Investigation of peripubertal expression of Lin28a and Lin28b in C57BL/6 female mice

Abstract

Genome-wide association studies recently identified 32 loci that associate with the age at menarche (AAM) in humans. Because the locus most robustly associated with AAM is in/near LIN28B, the goal of this study was to investigate how the Lin28 pathway might modulate pubertal timing by examining expression of Lin28b, and its homologue, Lin28a, across the pubertal transition in female mice. Quantitative reverse-transcriptase PCR data indicate that, prior to the onset of puberty, expression of both Lin28b and Lin28a decreases in the ovary, while expression of only Lin28a decreases in the hypothalamus; the expression of Lin28a increases after the onset of puberty in the pituitary. Immunohistochemistry in ovarian tissue verified that Lin28a protein levels decreased in parallel with gene expression. Although these data do not demonstrate cause and effect, they do suggest that decreased expression of Lin28a/Lin28b may facilitate the transition into puberty, consistent with previous data showing that overexpression of Lin28a in transgenic mice leads to delayed puberty. In addition, although Lin28b and/or Lin28a expression significantly decreased prior to puberty, neither Let-7a nor Let-7g miRNA levels changed significantly, raising the possibility that some effects of Lin28b and Lin28a within the hypothalamic-pituitary-gonadal (HPG) axis may be Let-7 miRNA independent. Subsequent studies, such as tissue and age specific modulation of Lin28b and Lin28a expression, could determine whether the expression patterns observed are responsible for modulating the onset of puberty and delineate further the role of this pathway in the HPG axis.
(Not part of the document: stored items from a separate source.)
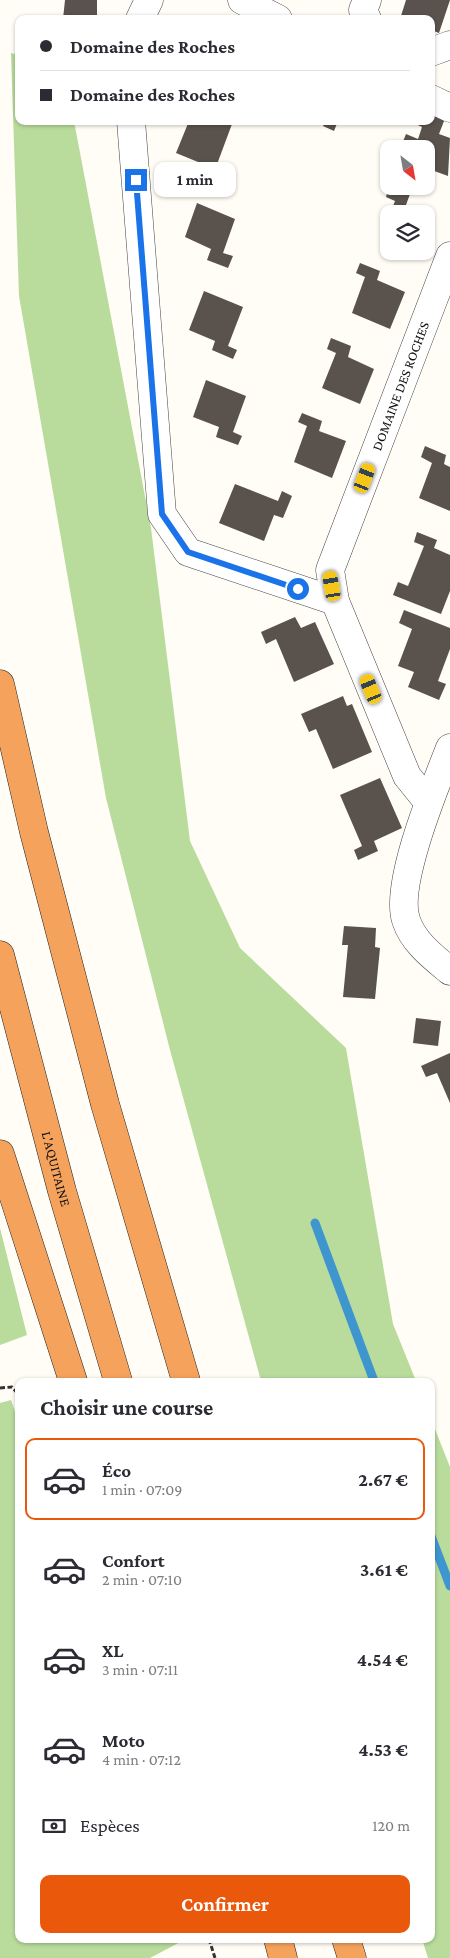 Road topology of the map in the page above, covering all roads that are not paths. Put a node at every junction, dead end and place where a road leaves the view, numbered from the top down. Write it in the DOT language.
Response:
graph roads {
  1 [pos="149,0"];
  2 [pos="242,0"];
  3 [pos="366,0"];
  4 [pos="142,15"];
  5 [pos="270,15"];
  6 [pos="365,15"];
  7 [pos="450,45"];
  8 [pos="435,51"];
  9 [pos="435,100"];
  10 [pos="450,108"];
  11 [pos="131,125"];
  12 [pos="450,256"];
  13 [pos="335,601"];
  14 [pos="0,684"];
  15 [pos="449,752"];
  16 [pos="430,814"];
  17 [pos="0,955"];
  18 [pos="450,971"];
  19 [pos="0,1154"];
  20 [pos="72,1378"];
  21 [pos="117,1378"];
  22 [pos="185,1378"];
  23 [pos="279,1943"];
  24 [pos="347,1943"];
  25 [pos="284,1958"];
  26 [pos="352,1958"];
  1 -- 4 [label="street"];
  2 -- 5 [label="street"];
  3 -- 6 [label="street"];
  7 -- 8 [label="street"];
  9 -- 10 [label="street"];
  11 -- 13 [label="street"];
  12 -- 13 [label="street, DOMAINE DES ROCHES"];
  13 -- 16 [label="street, DOMAINE DES ROCHES"];
  14 -- 22 [label="highway"];
  15 -- 16 [label="street"];
  16 -- 18 [label="street"];
  17 -- 21 [label="highway, L'AQUITAINE"];
  19 -- 20 [label="highway"];
  23 -- 25 [label="highway"];
  24 -- 26 [label="highway"];
}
Figure 1. Expression of Lin28a and Lin28b in hypothalamic, pituitary, and ovarian tissue

(A) RT-PCR of Lin28a (190 bp) and Lin28b (123 bp) mRNA in 25-day-old hypothalamic (hypo), pituitary, and ovarian tissue from C57BL/6 female mice. NTC = no template control. (B) Relative expression levels of Lin28a and Lin28b in different tissues at 25 days as determined by qRT-PCR, normalized to β-actin mRNA.

Figure 2. Lin28a and Lin28b mRNA expression levels in hypothalamic, pituitary, and ovarian tissue across the pubertal transition

qRT-PCR for Lin28a and Lin28b mRNA in tissues from prepubertal 15, 20, 25, 30 day old and postpubertal (35–45 days old) C57BL/6 female mice, normalized to β-actin in hypothalamus (A), pituitary (B), and ovary (C). Average age of vaginal opening in the mouse colony is indicated by the arrow (31.5 ± 2.4 days). Values are displayed as means ± SEM (n=5–21 mice for each time point). For Lin28a in hypothalamic tissue, *=p<0.05, and **=p<0.01, when compared to 20-day-old tissue. For Lin28a in pituitary tissue, *=p<0.05, when compared to 20-day-old tissue. For Lin28a in ovarian tissue, †=p<0.001, and ‡=p<0.001, when compared to 15 and 20-day-old tissue, respectively. For Lin28b in ovarian tissue, *=p<0.05, **=p<0.01, and ***=p<0.001, when compared to 20 day old tissue.

Figure 3. Lin28a protein levels decrease prior to the onset of puberty in ovarian tissue

Immunohistochemical staining of Lin28A protein in 20 day (A–C) and 30 day (D–F) ovarian tissue. Lin28a protein expression is identified by diaminobenzidine staining. In 20-day-old tissue, Lin28a is detected in early developing follicles (arrow 1), early secondary follicles (arrows 2, 3, and 4), late secondary follicles and granulosa cells surrounding secondary follicles (arrow 5). In 30-day-old tissue, Lin28a protein is less evident, due to the abundance of atretic follicles (arrows 7, 8, 9 and 10). Lin28a still persists in the granulosa cells and oocytes of secondary follicles (arrow 11), and in early follicles (arrow 12). This pattern of Lin28a protein distribution was consistent in the two biological replicates that were examined

Figure 4. Expression of Let-7a and Let-7g miRNA in hypothalamic, pituitary, and ovarian tissue

qRT-PCR for Let-7a and Let-7g miRNA in 15, 20, 25, and 30-day-old hypothalamic (A) and pituitary (B) tissue, and 20, 25, and 30-day-old ovarian (C) tissue, normalized to snoRNA142. Values are displayed as means ± SEM (n=3–7 for each time point).